Originally intended to be even taller, the sword of the statue was cut because it was higher than the cross of the Kiev Pechersk Lavra, a renowned Orthodox Christian Monastery. She ranks 18th on the list of the world’s tallest statues. For a bit of comparison, The Statue of Liberty ranks about 42nd.
Held in the statue’s left hand is a shield with the State Emblem of the Soviet Union. For a small fee, you can go up to the height of the shield for a breathtaking view of the Kiev skyline. Below the towering statue in its base is a Memorial hall that displays the names of 11,600 soldiers and over 200 workers on the home-front, honored during the war with the title of Hero of the Soviet Union.
The statue is part of the Museum of the History of Ukraine in World War II (until the law changed in 2015 it was known as the Museum of the Great Patriotic War) and standing on top of the hill she is the piece de la resistance. However, with the entire complex covering 10 hectacres and with over 300,000 exhibits it is the largest museum in Ukraine. Setting aside adequate time is very much advised.
The entrance to the complex is typically Soviet; bold, large and imposing with sculptures depicting courageous struggles against German invasion, Nazi occupation and, of course, the devotion of the partisans to the party’s cause. The outdoor complex is complete with a plentiful array of carefully arranged tanks, trucks, aeroplanes, helicopters and other assorted vehicles and weapons, all of which can be enjoyed whilst listening to a gloomy soundtrack of Soviet music. The museum is large, dimly lit and does not shy away from the atrocities that took place in Ukraine.

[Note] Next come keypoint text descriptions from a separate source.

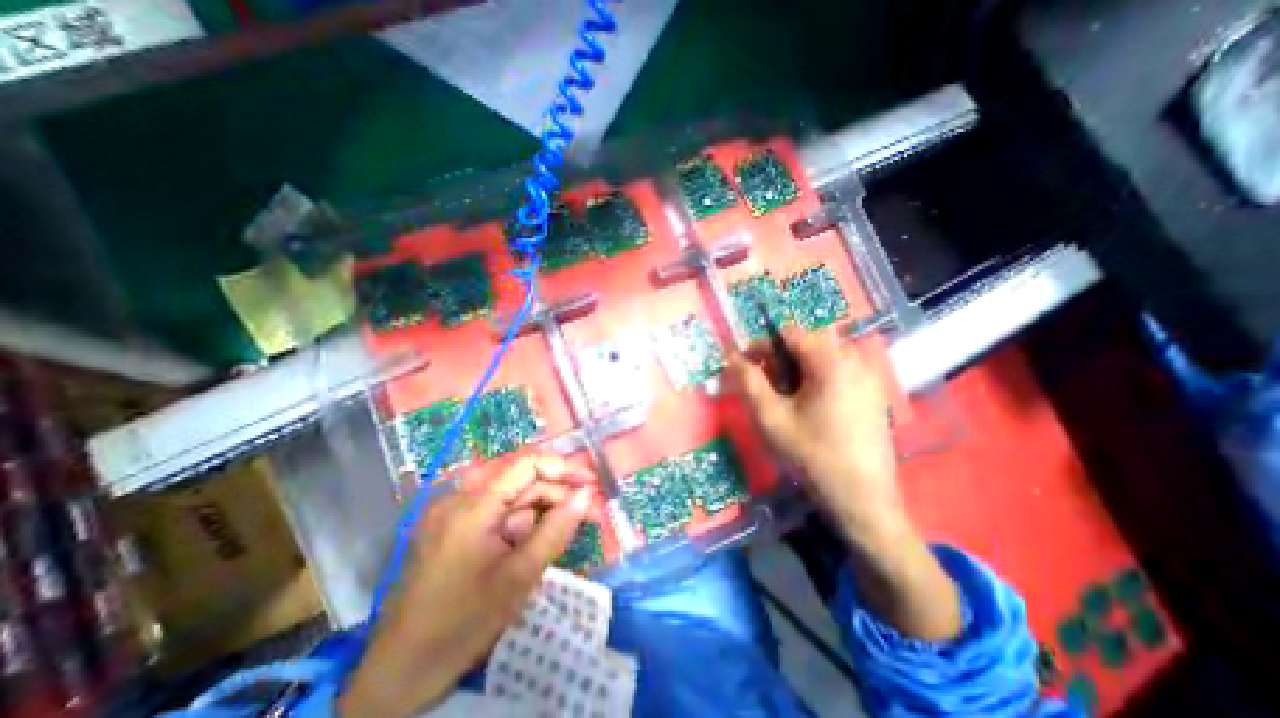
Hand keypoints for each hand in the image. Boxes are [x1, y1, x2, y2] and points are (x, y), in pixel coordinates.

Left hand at [339, 458, 600, 714]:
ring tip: (564, 535)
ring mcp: (454, 514)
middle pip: (521, 484)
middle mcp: (460, 499)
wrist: (399, 674)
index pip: (526, 465)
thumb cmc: (462, 624)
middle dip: (557, 497)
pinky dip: (521, 526)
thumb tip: (587, 494)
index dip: (563, 468)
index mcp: (472, 507)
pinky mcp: (453, 530)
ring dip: (541, 514)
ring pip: (512, 501)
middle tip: (589, 517)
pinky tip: (534, 545)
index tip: (592, 483)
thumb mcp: (519, 577)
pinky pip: (497, 516)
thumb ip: (556, 530)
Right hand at [729, 329, 898, 538]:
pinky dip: (817, 379)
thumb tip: (731, 357)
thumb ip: (748, 382)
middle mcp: (856, 360)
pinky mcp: (875, 392)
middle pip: (808, 343)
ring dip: (797, 369)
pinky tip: (810, 407)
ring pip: (823, 357)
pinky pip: (839, 371)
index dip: (761, 346)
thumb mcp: (771, 418)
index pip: (789, 333)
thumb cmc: (812, 456)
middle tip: (764, 387)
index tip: (744, 367)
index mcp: (831, 361)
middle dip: (779, 360)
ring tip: (784, 398)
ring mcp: (870, 376)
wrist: (863, 500)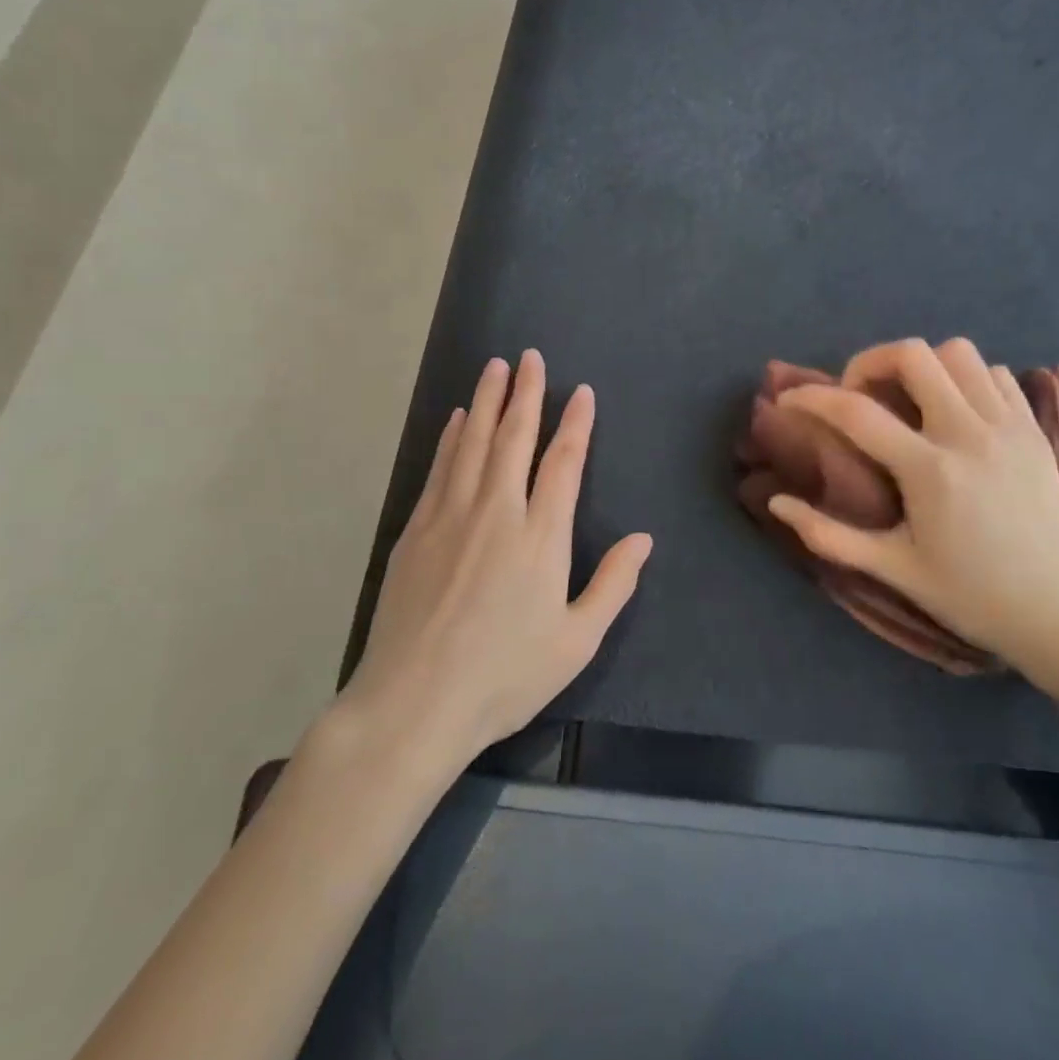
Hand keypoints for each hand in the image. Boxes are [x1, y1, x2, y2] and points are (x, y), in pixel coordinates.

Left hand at [344, 351, 652, 763]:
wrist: (415, 702)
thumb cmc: (505, 676)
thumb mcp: (576, 641)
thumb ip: (613, 584)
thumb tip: (644, 539)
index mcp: (541, 536)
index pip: (563, 463)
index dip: (575, 423)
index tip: (581, 392)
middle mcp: (497, 512)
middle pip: (514, 437)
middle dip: (526, 394)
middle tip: (529, 357)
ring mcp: (451, 516)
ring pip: (472, 442)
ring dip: (486, 402)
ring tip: (494, 368)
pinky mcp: (416, 529)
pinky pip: (439, 468)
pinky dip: (451, 437)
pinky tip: (455, 419)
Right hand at [767, 337, 1058, 675]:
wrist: (1055, 612)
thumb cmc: (967, 594)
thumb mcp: (892, 569)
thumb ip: (829, 536)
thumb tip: (777, 502)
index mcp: (931, 472)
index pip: (857, 411)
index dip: (812, 397)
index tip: (789, 399)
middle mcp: (970, 435)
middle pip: (914, 355)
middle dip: (870, 362)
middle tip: (858, 395)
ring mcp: (1009, 427)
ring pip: (959, 353)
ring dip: (922, 366)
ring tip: (907, 399)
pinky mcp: (1035, 431)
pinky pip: (996, 374)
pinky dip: (966, 379)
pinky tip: (954, 412)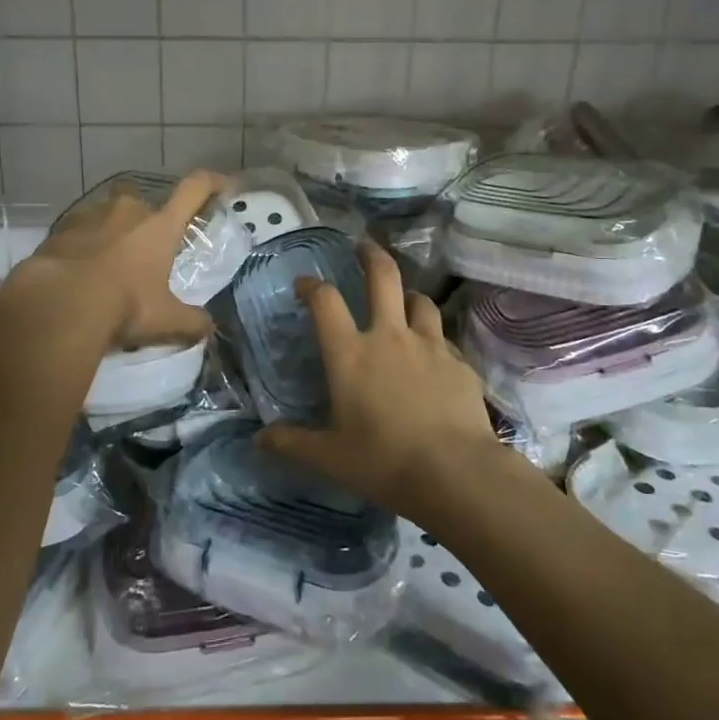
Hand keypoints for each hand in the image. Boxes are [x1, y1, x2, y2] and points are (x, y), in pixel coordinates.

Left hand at [15, 170, 223, 349]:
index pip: (193, 190)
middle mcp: (127, 211)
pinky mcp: (58, 230)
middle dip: (148, 219)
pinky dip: (82, 245)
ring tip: (110, 263)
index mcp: (160, 226)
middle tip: (148, 249)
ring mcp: (89, 216)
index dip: (211, 183)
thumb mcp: (166, 320)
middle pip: (144, 201)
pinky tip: (79, 270)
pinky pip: (78, 231)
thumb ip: (192, 322)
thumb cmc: (124, 305)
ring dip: (112, 231)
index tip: (221, 186)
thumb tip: (209, 329)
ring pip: (108, 214)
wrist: (59, 304)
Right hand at [259, 241, 505, 519]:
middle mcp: (389, 337)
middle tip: (362, 246)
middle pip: (382, 277)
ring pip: (419, 301)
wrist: (455, 473)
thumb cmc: (383, 461)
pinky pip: (444, 339)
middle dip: (370, 255)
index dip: (312, 286)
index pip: (325, 301)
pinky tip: (433, 357)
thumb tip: (258, 440)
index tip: (305, 283)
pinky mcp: (460, 362)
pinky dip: (434, 339)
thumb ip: (292, 443)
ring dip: (407, 296)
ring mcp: (429, 345)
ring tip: (402, 301)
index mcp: (350, 353)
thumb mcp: (330, 458)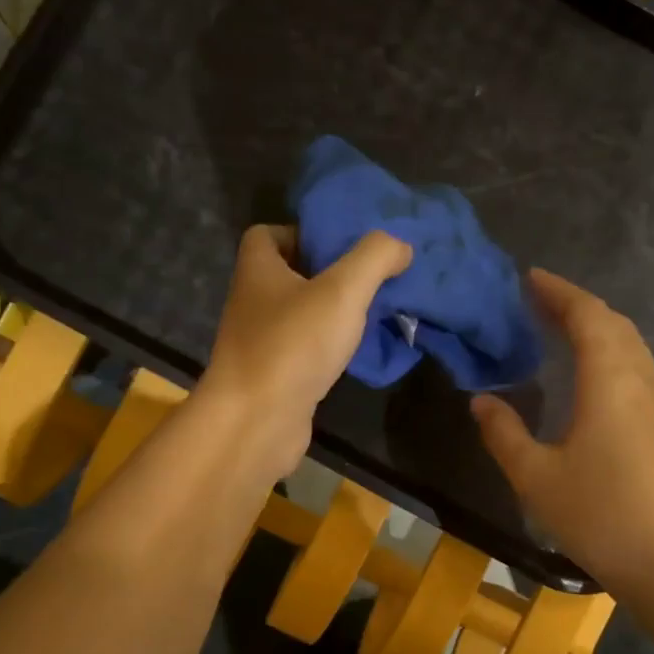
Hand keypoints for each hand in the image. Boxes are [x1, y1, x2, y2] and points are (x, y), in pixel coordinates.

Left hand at [200, 225, 412, 476]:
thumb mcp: (342, 291)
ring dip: (332, 313)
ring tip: (374, 313)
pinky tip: (358, 353)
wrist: (256, 422)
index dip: (301, 231)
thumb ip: (374, 258)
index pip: (266, 235)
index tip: (339, 243)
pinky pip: (305, 351)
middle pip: (289, 275)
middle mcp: (253, 303)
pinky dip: (329, 349)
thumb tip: (400, 244)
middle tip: (370, 277)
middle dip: (328, 273)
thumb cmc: (293, 345)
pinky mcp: (274, 378)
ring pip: (300, 316)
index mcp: (258, 271)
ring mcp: (261, 344)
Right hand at [471, 269, 653, 592]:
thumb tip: (482, 400)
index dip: (559, 292)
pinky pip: (638, 368)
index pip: (588, 316)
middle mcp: (642, 381)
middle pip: (614, 324)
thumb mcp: (537, 477)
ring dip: (598, 327)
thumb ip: (504, 433)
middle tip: (539, 300)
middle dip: (577, 305)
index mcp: (611, 382)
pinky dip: (612, 352)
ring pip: (631, 346)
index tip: (530, 277)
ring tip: (561, 329)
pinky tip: (592, 375)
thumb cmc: (600, 516)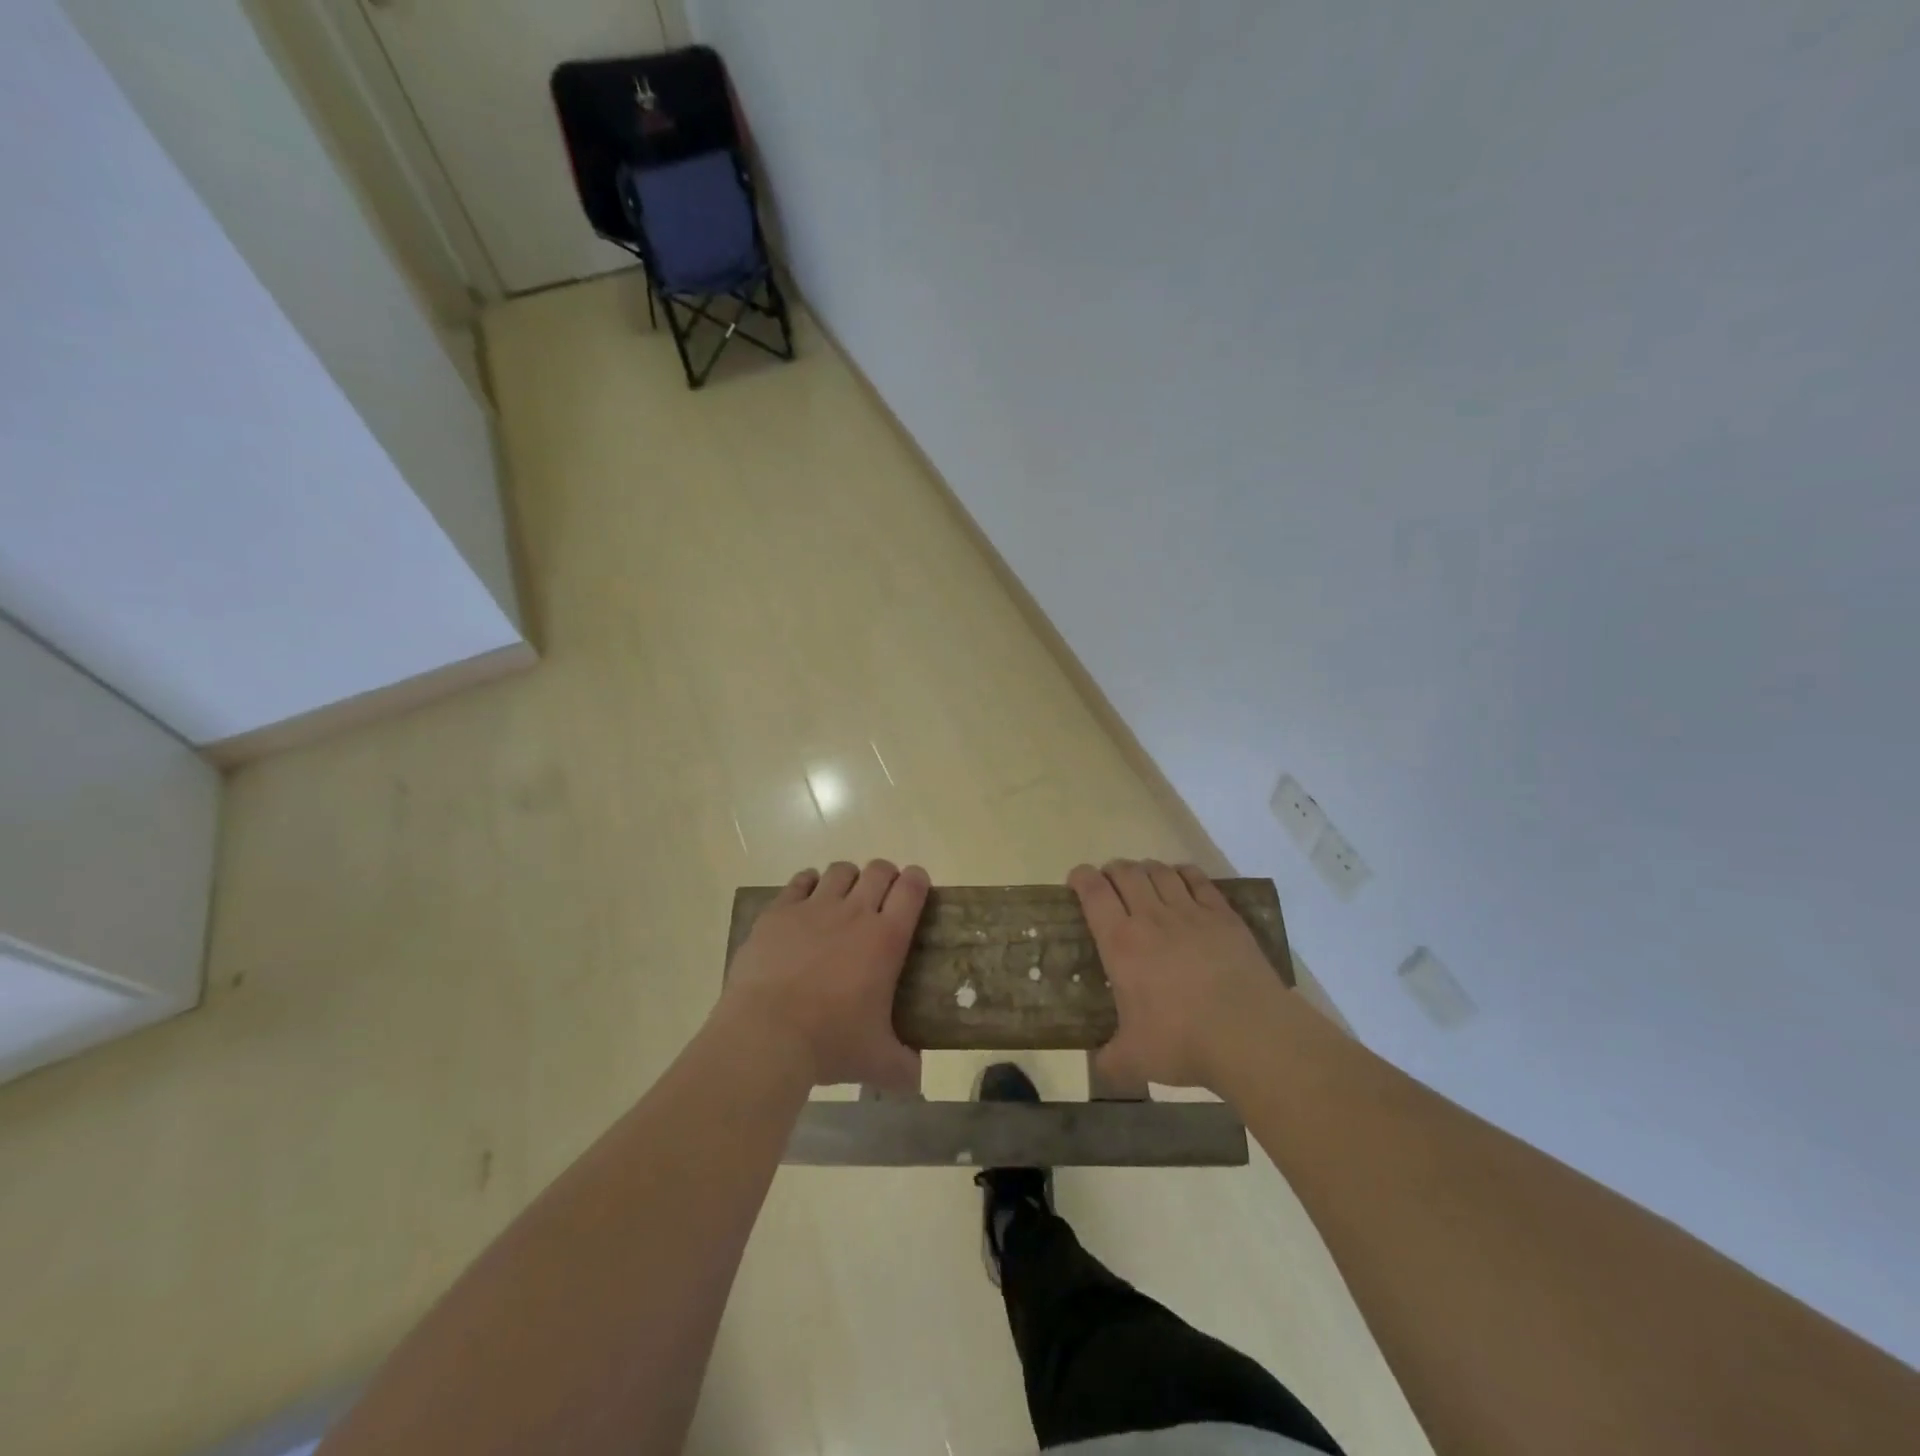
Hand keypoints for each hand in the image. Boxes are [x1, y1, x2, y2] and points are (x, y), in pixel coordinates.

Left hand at [717, 859, 928, 1090]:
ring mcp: (814, 908)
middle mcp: (854, 912)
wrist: (766, 1036)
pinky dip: (808, 884)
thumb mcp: (876, 1062)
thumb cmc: (829, 1043)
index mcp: (886, 939)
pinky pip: (800, 881)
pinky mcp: (779, 912)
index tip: (917, 886)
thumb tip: (916, 1079)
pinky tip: (806, 898)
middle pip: (878, 871)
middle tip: (881, 898)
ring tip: (843, 898)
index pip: (912, 889)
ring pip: (840, 871)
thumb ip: (903, 1067)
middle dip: (886, 876)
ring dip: (848, 878)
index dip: (918, 881)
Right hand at [1070, 859, 1285, 1090]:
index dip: (1081, 877)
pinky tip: (1182, 879)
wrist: (1250, 1035)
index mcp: (1121, 943)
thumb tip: (1101, 1067)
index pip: (1094, 892)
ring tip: (1143, 880)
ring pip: (1160, 872)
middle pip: (1126, 873)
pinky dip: (1183, 873)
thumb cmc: (1183, 1042)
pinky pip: (1198, 880)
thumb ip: (1111, 1060)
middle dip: (1112, 871)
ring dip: (1145, 869)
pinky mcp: (1224, 916)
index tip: (1076, 879)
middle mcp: (1152, 918)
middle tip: (1110, 884)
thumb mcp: (1135, 1060)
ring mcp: (1191, 913)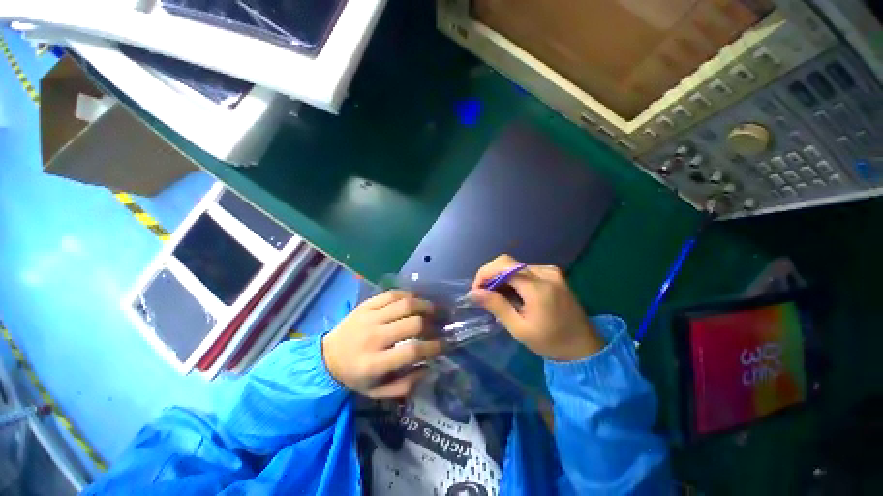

Rodina Mat’s construction (1979-1981) was controversial due to the massive costs that many believed should have been put towards more worthy or better causes. Controversy has not left the steel Mother with many people feeling that she should be torn down and her materials better utalised as she is a symbol of the Soviet State and communism. As recently as 2015 the Ukraine parliament, in an attempt to move away from the days of communist oppression, have outlawed Soviet and communist symbols. World War II monuments are exempt from the legislation and as such, because Rodina Mat and her surroundings are Soviet war memorials, her future looks safe.
Know Before You Go
The museum's content and overall atmosphere is heavy. Save the trip up Rodina Mat until the end so that the views and the fresh air can blow some of the depression away.